Once they were unpacked, Viola urged Robert to nap. He wasn't interested, he said. He wanted to go out. For the next hour, he marched through town buying trinkets and exploding in a rage whenever locals didn't understand English. He eventually agreed to return to the hotel and fell asleep, but woke repeatedly during the night to vomit. The next morning, he said he felt faint but became angry when Viola suggested he rest. He spent the third day in bed. On day four, Viola decided enough was enough and cut the vacation short.

Back home in Louisiana, Robert seemed to improve. His disorientation faded and he stopped saying strange things. His wife and children, however, were still worried. Robert was lethargic and refused to leave the house unless prodded. Viola had expected him to rush into the office upon their return, but after four days he hadn't so much as checked in with his secretary. When Viola reminded him that deer hunting season was approaching and he'd need to get a license, Robert said he thought he'd skip it this year. She phoned a doctor. Soon, they were driving to the Ochsner Clinic in New Orleans.

The chief of neurology, Dr. Richard Strub, put Robert through a battery of tests. Vital signs were normal. Blood work showed nothing unusual.
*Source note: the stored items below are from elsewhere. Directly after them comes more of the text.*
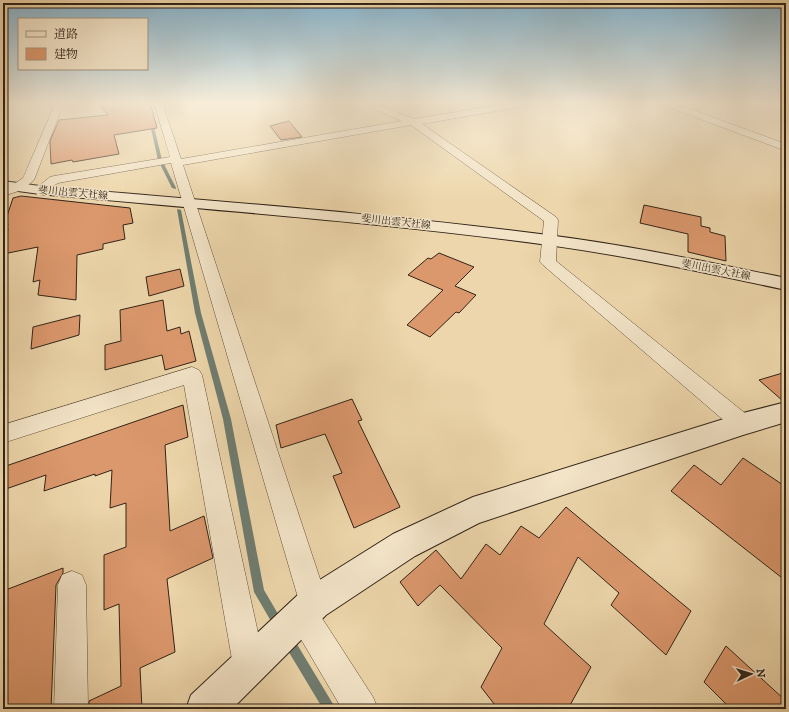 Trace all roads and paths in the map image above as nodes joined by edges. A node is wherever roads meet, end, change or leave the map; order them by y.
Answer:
1 (46, 135) edge
2 (168, 135) edge
3 (333, 135) edge
4 (432, 135) edge
5 (752, 135) edge
6 (786, 148) edge
7 (176, 161) junction
8 (11, 186) edge
9 (40, 190) junction
10 (3, 192) edge
11 (189, 202) junction
12 (550, 240) junction
13 (786, 284) edge
14 (786, 412) edge
15 (743, 424) junction
16 (3, 434) edge
17 (72, 585) dead end
18 (308, 609) junction
19 (249, 665) junction
20 (71, 709) edge
21 (205, 709) edge
22 (361, 709) edge

1 - 8 street
2 - 7 street
3 - 7 street
4 - 12 street
5 - 6 street
7 - 9 street
7 - 11 street
8 - 9 main road, 斐川出雲大社線
8 - 10 street
9 - 11 main road, 斐川出雲大社線
11 - 12 main road, 斐川出雲大社線
11 - 18 street
12 - 13 main road, 斐川出雲大社線
12 - 15 street
14 - 15 main road
15 - 18 main road
16 - 19 street
17 - 20 street
18 - 19 main road
18 - 22 street
19 - 21 main road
No indication of infection, diabetes, heart attack, or stroke. Robert demonstrated understanding of that day's newspaper and could clearly recall his childhood. He could interpret a short story. The Revised Wechsler Adult Intelligence Scale showed a normal IQ.

"Can you describe your business to me?" Dr. Strub asked.
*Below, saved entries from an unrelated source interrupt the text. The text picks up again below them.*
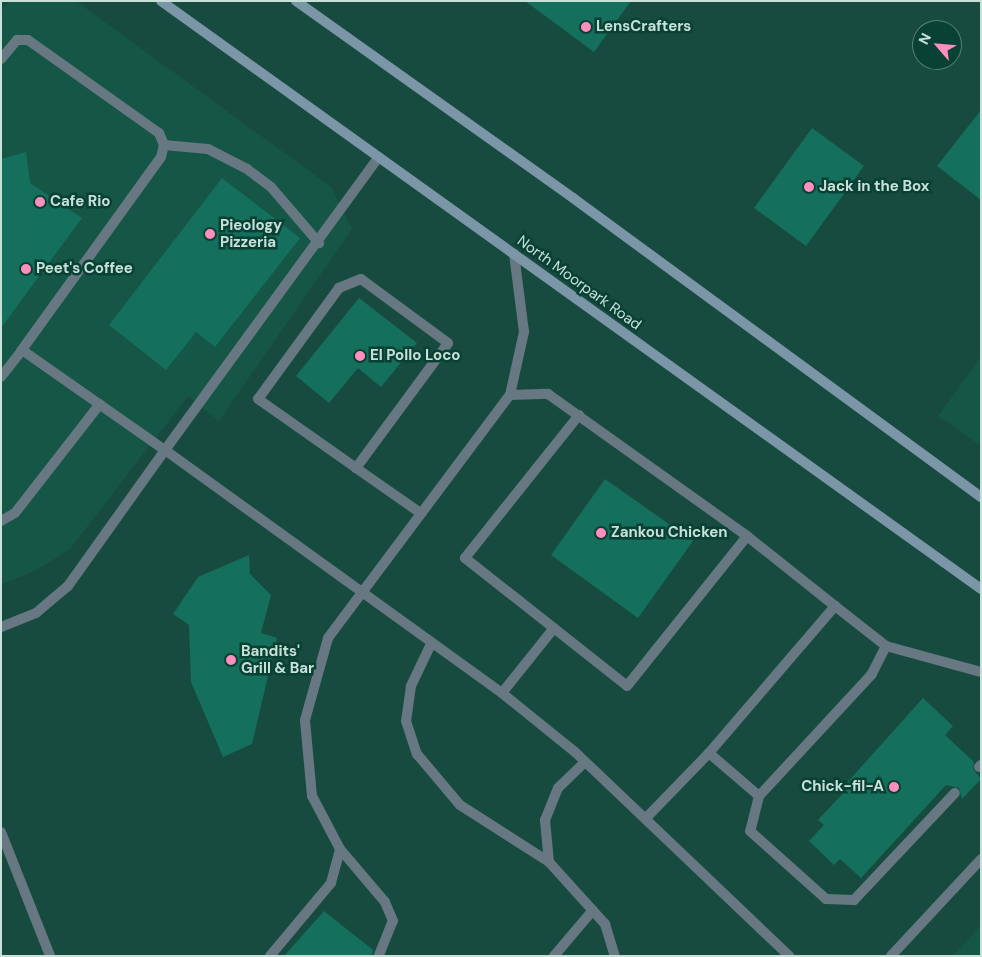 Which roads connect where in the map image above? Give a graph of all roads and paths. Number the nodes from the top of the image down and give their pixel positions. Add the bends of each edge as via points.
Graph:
1 (161, 1) edge
2 (296, 1) edge
3 (1, 59) edge
4 (164, 145) junction
5 (376, 159) junction
6 (319, 242) junction
7 (514, 254) junction
8 (22, 350) junction
9 (1, 377) edge
10 (510, 395) junction
11 (100, 404) junction
12 (579, 415) junction
13 (165, 450) junction
14 (356, 468) junction
15 (981, 498) edge
16 (419, 512) junction
17 (1, 521) edge
18 (747, 536) junction
19 (981, 589) edge
20 (359, 593) junction
21 (835, 606) junction
22 (1, 627) edge
23 (554, 628) junction
24 (431, 644) junction
25 (886, 646) junction
26 (981, 672) edge
27 (502, 693) junction
28 (709, 753) junction
29 (585, 762) junction
30 (955, 793) dead end
31 (759, 796) junction
32 (647, 817) junction
33 (1, 832) edge
34 (340, 849) junction
35 (981, 859) edge
36 (549, 862) junction
37 (593, 910) junction
38 (378, 954) dead end
39 (50, 956) edge
40 (270, 956) edge
41 (554, 956) edge
42 (616, 956) edge
43 (789, 956) edge
44 (891, 956) edge

1 - 5 main road, North Moorpark Road
2 - 15 main road via 573,198
3 - 4 street via 17,40 28,40 159,133
4 - 6 street via 208,149 248,169 272,187
4 - 8 street via 161,157
5 - 6 street
5 - 7 main road, North Moorpark Road
6 - 13 street
7 - 10 street via 524,332
7 - 19 main road, North Moorpark Road
8 - 9 street
8 - 11 street
10 - 12 street via 548,394
10 - 16 street
11 - 13 street
11 - 17 street via 15,513
12 - 18 street
12 - 23 street via 465,558
13 - 20 street
13 - 22 street via 68,586 36,613
14 - 14 street via 448,343 360,279 339,288 258,399
14 - 16 street
16 - 20 street
18 - 21 street
18 - 23 street via 627,686
20 - 24 street
20 - 34 street via 328,638 305,720 312,796
21 - 25 street
21 - 28 street
23 - 27 street
24 - 27 street
24 - 36 street via 411,686 406,721 417,754 460,805
25 - 26 street
25 - 31 street via 872,674
27 - 29 street
28 - 31 street
28 - 32 street
29 - 32 street
29 - 36 street via 558,788 545,820
30 - 31 street via 854,900 826,899 750,831
32 - 43 street
33 - 39 street
34 - 38 street via 385,902 394,922
34 - 40 street via 330,883
35 - 44 street
36 - 37 street
37 - 41 street
37 - 42 street via 605,924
Robert explained how his company was organized and the details of a few contracts they had recently won.

"Your wife says you're behaving differently," Dr. Strub said.

"Yeah," Robert replied. "I don't seem to have as much get-up-and-go as I used to."

"It didn't seem to bother him," Dr. Strub later told me. "He told me about the personality changes very matter of fact, like he was describing the weather."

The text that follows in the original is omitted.